Going through the entries below, work out how many lines have the string "Klahowya" in them. Give the number and nothing more.

+-------+

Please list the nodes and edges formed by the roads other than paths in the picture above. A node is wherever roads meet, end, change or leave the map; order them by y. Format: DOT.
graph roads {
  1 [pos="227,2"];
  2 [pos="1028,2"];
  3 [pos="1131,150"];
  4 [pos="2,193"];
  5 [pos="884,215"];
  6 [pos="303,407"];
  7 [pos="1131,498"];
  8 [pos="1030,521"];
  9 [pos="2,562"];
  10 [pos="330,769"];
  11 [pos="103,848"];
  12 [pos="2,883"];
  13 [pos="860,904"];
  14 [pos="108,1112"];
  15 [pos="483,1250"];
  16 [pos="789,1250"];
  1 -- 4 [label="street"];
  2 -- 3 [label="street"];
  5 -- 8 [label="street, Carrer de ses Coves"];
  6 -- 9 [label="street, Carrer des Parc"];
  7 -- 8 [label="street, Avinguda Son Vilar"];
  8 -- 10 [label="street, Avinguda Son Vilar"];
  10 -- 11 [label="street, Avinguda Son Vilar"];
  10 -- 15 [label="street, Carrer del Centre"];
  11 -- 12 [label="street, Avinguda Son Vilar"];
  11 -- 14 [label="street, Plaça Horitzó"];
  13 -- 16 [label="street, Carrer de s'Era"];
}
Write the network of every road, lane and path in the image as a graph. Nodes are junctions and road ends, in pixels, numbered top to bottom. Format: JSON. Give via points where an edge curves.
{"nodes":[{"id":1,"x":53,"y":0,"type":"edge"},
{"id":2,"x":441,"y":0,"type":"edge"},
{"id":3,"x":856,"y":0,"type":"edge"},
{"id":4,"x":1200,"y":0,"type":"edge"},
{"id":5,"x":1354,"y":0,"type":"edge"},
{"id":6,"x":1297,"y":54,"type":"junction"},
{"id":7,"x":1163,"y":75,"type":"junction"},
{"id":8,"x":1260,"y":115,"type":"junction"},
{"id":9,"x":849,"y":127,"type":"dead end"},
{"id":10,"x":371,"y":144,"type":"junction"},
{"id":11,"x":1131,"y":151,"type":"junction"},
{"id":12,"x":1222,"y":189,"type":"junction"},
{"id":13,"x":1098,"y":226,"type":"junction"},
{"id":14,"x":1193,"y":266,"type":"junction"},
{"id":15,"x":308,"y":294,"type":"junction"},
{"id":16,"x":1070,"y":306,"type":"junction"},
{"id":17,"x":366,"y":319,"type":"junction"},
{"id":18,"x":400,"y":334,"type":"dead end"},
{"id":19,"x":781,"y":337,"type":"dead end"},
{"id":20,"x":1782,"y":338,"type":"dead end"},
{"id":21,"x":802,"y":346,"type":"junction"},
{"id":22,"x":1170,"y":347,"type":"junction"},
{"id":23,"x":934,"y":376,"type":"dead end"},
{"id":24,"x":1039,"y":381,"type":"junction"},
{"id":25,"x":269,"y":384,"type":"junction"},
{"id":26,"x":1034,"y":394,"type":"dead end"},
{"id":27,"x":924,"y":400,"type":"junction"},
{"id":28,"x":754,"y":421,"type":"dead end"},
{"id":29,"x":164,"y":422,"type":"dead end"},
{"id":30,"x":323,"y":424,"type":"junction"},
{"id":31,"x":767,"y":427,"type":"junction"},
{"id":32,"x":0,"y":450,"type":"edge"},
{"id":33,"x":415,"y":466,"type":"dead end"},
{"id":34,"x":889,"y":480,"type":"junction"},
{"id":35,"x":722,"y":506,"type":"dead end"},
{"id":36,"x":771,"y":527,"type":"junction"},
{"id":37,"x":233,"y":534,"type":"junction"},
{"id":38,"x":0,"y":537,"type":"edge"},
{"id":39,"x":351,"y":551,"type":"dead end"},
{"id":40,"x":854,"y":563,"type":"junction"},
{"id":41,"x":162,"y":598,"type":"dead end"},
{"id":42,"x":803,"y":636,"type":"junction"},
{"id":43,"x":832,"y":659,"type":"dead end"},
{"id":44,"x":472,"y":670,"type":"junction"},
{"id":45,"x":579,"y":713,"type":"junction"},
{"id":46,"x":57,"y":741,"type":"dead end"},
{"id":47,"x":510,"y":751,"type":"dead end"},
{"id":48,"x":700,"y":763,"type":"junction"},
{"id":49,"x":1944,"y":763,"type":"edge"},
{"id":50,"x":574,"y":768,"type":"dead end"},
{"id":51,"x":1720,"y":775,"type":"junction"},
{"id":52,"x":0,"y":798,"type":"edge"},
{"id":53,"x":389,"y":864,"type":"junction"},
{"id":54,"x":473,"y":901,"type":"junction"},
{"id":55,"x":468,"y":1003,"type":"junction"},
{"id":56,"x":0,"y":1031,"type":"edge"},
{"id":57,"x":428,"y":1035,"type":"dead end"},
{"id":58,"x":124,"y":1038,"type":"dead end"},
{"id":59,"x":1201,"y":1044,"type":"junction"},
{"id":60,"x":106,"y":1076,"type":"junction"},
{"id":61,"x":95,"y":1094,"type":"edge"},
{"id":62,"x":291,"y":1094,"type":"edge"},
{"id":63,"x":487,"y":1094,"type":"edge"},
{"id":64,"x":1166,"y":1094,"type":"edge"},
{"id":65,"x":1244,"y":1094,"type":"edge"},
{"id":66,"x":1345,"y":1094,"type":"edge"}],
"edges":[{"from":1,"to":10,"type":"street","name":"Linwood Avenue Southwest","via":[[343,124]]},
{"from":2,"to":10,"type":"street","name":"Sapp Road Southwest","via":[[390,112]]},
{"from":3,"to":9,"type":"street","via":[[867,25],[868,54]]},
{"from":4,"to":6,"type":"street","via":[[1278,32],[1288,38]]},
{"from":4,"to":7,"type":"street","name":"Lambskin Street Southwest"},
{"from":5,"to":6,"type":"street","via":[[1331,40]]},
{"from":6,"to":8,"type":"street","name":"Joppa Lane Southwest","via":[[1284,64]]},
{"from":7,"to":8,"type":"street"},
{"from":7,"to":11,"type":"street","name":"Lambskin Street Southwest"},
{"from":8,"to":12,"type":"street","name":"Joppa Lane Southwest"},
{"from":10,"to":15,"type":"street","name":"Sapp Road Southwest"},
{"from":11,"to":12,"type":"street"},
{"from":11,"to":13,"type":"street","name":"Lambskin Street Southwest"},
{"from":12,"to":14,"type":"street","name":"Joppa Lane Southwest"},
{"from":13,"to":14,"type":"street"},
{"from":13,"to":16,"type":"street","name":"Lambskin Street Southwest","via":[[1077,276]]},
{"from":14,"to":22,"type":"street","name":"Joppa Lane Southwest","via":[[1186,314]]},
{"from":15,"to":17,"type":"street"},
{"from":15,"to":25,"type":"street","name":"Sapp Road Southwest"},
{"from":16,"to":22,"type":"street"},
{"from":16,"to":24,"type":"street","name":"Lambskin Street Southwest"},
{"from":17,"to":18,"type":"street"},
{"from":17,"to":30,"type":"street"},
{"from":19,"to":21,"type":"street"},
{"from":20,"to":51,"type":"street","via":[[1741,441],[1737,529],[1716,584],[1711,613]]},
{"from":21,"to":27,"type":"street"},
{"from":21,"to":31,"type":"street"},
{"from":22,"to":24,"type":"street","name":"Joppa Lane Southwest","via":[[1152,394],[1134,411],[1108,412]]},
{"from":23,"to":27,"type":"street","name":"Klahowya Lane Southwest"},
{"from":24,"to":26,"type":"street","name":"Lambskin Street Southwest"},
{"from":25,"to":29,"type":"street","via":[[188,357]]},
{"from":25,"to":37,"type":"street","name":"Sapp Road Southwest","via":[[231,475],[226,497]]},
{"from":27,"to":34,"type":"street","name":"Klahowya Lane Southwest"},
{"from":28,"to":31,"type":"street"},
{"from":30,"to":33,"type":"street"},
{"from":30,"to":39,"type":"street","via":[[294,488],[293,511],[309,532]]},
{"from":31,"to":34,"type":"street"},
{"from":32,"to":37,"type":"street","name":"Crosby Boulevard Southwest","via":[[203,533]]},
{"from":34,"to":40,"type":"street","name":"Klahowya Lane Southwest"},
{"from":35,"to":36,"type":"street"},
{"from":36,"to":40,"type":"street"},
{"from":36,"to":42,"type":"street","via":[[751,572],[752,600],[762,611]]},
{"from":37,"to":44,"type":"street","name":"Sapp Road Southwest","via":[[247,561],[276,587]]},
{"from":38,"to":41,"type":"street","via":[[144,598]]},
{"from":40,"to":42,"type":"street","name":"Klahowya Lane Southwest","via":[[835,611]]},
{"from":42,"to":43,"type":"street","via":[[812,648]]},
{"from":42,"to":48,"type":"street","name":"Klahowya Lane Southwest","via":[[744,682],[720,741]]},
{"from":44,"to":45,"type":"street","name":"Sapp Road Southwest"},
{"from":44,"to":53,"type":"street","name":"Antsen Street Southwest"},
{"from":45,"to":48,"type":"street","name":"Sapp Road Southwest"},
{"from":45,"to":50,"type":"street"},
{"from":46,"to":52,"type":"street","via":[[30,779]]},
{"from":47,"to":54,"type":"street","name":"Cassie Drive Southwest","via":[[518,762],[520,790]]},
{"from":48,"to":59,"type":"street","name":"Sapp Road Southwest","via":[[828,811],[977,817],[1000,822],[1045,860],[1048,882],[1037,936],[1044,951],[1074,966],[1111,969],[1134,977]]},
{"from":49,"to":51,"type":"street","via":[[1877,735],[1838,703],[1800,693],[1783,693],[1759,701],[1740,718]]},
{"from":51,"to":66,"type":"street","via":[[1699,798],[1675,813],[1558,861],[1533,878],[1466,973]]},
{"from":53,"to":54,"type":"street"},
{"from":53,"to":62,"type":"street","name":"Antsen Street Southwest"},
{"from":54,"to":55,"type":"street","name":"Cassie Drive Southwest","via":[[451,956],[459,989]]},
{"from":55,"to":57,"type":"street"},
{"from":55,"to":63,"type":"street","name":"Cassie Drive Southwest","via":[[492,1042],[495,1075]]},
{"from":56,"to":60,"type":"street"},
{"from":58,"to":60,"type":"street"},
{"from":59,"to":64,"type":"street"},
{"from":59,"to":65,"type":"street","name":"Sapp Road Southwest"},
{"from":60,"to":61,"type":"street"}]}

+-------+

Reply
5